EXERCISE BRIEF:
Print the entries once more, unchanged.

RECORDS FOR THIS TASK:
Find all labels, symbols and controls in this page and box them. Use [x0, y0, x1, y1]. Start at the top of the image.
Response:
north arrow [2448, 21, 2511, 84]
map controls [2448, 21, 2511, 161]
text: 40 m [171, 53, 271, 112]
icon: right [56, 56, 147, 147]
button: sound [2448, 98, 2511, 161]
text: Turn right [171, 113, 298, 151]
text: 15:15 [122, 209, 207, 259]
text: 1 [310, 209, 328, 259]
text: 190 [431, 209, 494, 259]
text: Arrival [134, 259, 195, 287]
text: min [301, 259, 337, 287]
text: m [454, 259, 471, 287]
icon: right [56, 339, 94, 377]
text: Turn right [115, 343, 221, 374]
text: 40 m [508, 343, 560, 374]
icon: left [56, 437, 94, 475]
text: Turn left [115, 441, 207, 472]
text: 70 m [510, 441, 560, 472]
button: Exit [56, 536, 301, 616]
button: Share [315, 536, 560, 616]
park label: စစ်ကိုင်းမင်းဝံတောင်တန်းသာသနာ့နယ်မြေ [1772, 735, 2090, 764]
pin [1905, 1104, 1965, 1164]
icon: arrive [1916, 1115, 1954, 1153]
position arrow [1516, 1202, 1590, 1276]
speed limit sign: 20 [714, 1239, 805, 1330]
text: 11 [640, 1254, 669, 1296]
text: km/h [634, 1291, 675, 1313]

RESULT OF THIS EXERCISE:
Find all labels, symbols and controls in this page and box them. Use [x0, y0, x1, y1]. Start at the top of the image.
Response:
north arrow [2448, 21, 2511, 84]
map controls [2448, 21, 2511, 161]
text: 40 m [171, 53, 271, 112]
icon: right [56, 56, 147, 147]
button: sound [2448, 98, 2511, 161]
text: Turn right [171, 113, 298, 151]
text: 15:15 [122, 209, 207, 259]
text: 1 [310, 209, 328, 259]
text: 190 [431, 209, 494, 259]
text: Arrival [134, 259, 195, 287]
text: min [301, 259, 337, 287]
text: m [454, 259, 471, 287]
icon: right [56, 339, 94, 377]
text: Turn right [115, 343, 221, 374]
text: 40 m [508, 343, 560, 374]
icon: left [56, 437, 94, 475]
text: Turn left [115, 441, 207, 472]
text: 70 m [510, 441, 560, 472]
button: Exit [56, 536, 301, 616]
button: Share [315, 536, 560, 616]
park label: စစ်ကိုင်းမင်းဝံတောင်တန်းသာသနာ့နယ်မြေ [1772, 735, 2090, 764]
pin [1905, 1104, 1965, 1164]
icon: arrive [1916, 1115, 1954, 1153]
position arrow [1516, 1202, 1590, 1276]
speed limit sign: 20 [714, 1239, 805, 1330]
text: 11 [640, 1254, 669, 1296]
text: km/h [634, 1291, 675, 1313]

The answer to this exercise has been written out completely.